Instead, Dempsey’s shot hit the post on that fateful October night, the U.S. missed a World Cup for the first time in 28 years, and on Wednesday, the 35-year-old abruptly retired midway through a difficult 2018 season with the Seattle Sounders.
The storybook ending wasn’t to be. But it was a storybook career nonetheless for Dempsey, the kid from a trailer park in rural Texas who, through sheer force of will, walks away with arguably the greatest résumé of any American player in history.
Dempsey is the only U.S. player to score in three World Cups, tallying in the 2006, 2010 and 2014 tournaments, and serving as U.S. captain at the latter. He’s tied with fellow great Landon Donovan atop the national team’s all-time scoring chart with 57 goals, despite playing in 16 fewer games. He’s also the country’s top scorer in English Premier League history, tallying 57 times for Fulham and Tottenham Hotspur between 2007 and 2013, when his move to Seattle started the trend of top national teamers leaving Europe to return to MLS.

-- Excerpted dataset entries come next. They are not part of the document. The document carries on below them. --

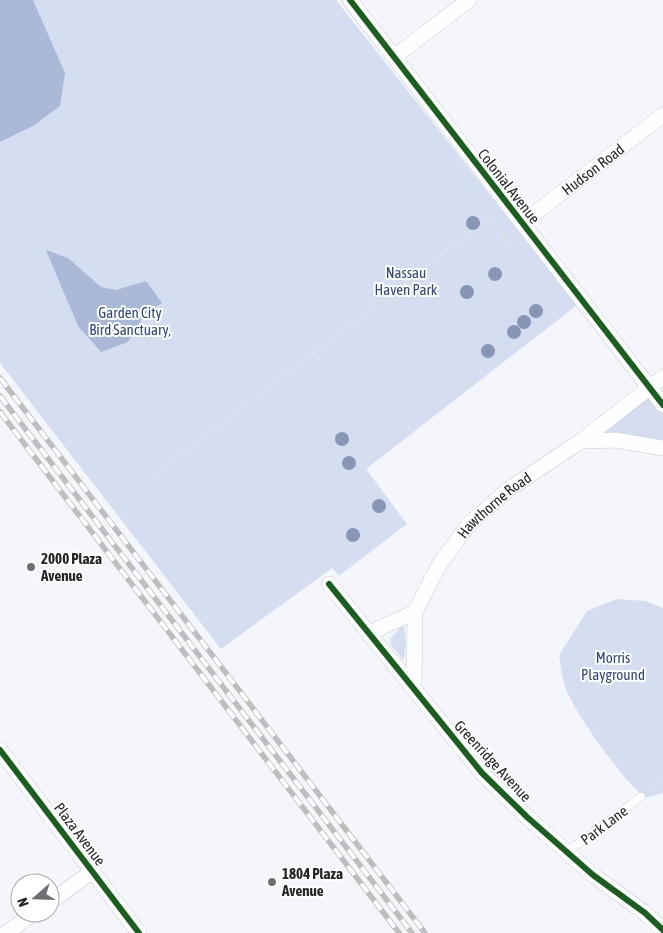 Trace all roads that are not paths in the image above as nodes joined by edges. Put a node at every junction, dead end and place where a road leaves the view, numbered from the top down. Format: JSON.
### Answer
{"nodes":[{"id":1,"x":350,"y":0,"type":"edge"},
{"id":2,"x":469,"y":0,"type":"edge"},
{"id":3,"x":394,"y":58,"type":"junction"},
{"id":4,"x":663,"y":115,"type":"edge"},
{"id":5,"x":522,"y":223,"type":"junction"},
{"id":6,"x":663,"y":377,"type":"edge"},
{"id":7,"x":649,"y":388,"type":"junction"},
{"id":8,"x":663,"y":405,"type":"edge"},
{"id":9,"x":581,"y":441,"type":"junction"},
{"id":10,"x":663,"y":448,"type":"edge"},
{"id":11,"x":330,"y":584,"type":"dead end"},
{"id":12,"x":415,"y":612,"type":"junction"},
{"id":13,"x":369,"y":633,"type":"junction"},
{"id":14,"x":414,"y":688,"type":"junction"},
{"id":15,"x":0,"y":750,"type":"edge"},
{"id":16,"x":641,"y":797,"type":"dead end"},
{"id":17,"x":567,"y":852,"type":"junction"},
{"id":18,"x":92,"y":871,"type":"junction"},
{"id":19,"x":60,"y":895,"type":"edge"},
{"id":20,"x":20,"y":923,"type":"edge"},
{"id":21,"x":663,"y":930,"type":"edge"},
{"id":22,"x":6,"y":933,"type":"edge"},
{"id":23,"x":139,"y":933,"type":"edge"}],
"edges":[{"from":1,"to":3,"type":"street","name":"Colonial Avenue"},
{"from":2,"to":3,"type":"street"},
{"from":3,"to":5,"type":"street","name":"Colonial Avenue"},
{"from":4,"to":5,"type":"street","name":"Hudson Road"},
{"from":5,"to":7,"type":"street","name":"Colonial Avenue"},
{"from":6,"to":7,"type":"street","name":"Hawthorne Road"},
{"from":7,"to":8,"type":"street","name":"Colonial Avenue"},
{"from":7,"to":9,"type":"street","name":"Hawthorne Road"},
{"from":9,"to":10,"type":"street"},
{"from":9,"to":12,"type":"street","name":"Hawthorne Road"},
{"from":11,"to":13,"type":"street","name":"Greenridge Avenue"},
{"from":12,"to":13,"type":"street"},
{"from":12,"to":14,"type":"street","name":"Hawthorne Road"},
{"from":13,"to":14,"type":"street","name":"Greenridge Avenue"},
{"from":14,"to":17,"type":"street","name":"Greenridge Avenue"},
{"from":15,"to":18,"type":"street","name":"Plaza Avenue"},
{"from":16,"to":17,"type":"lane","name":"Park Lane"},
{"from":17,"to":21,"type":"street","name":"Greenridge Avenue"},
{"from":18,"to":19,"type":"street"},
{"from":18,"to":23,"type":"street","name":"Plaza Avenue"},
{"from":20,"to":22,"type":"street"}]}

Fifteen years after his professional debut, it’s easy to forget that Dempsey was a reserve at the 2003 U-20 World Cup, or that seven players were chosen ahead of him before he fell to the New England Revolution at the 2004 MLS SuperDraft. Time and again, he fought his way – quite literally on at least one occasion, like when he came to blows in training with similarly combative Revs captain Joey Franchino – up the ranks, first in MLS and then overseas, where he bit and scratched and clawed some more.
Dempsey started on the bench at Fulham, and that’s pretty much how it went for him at the beginning of each of his six seasons at Craven Cottage. It didn’t matter that he’d saved the Cottagers from relegation with a late goal against Liverpool that first year, or that was he consistently among the team’s best finishers. A new manager would arrive, and Dempsey would have to prove himself all over again. Every time, he did.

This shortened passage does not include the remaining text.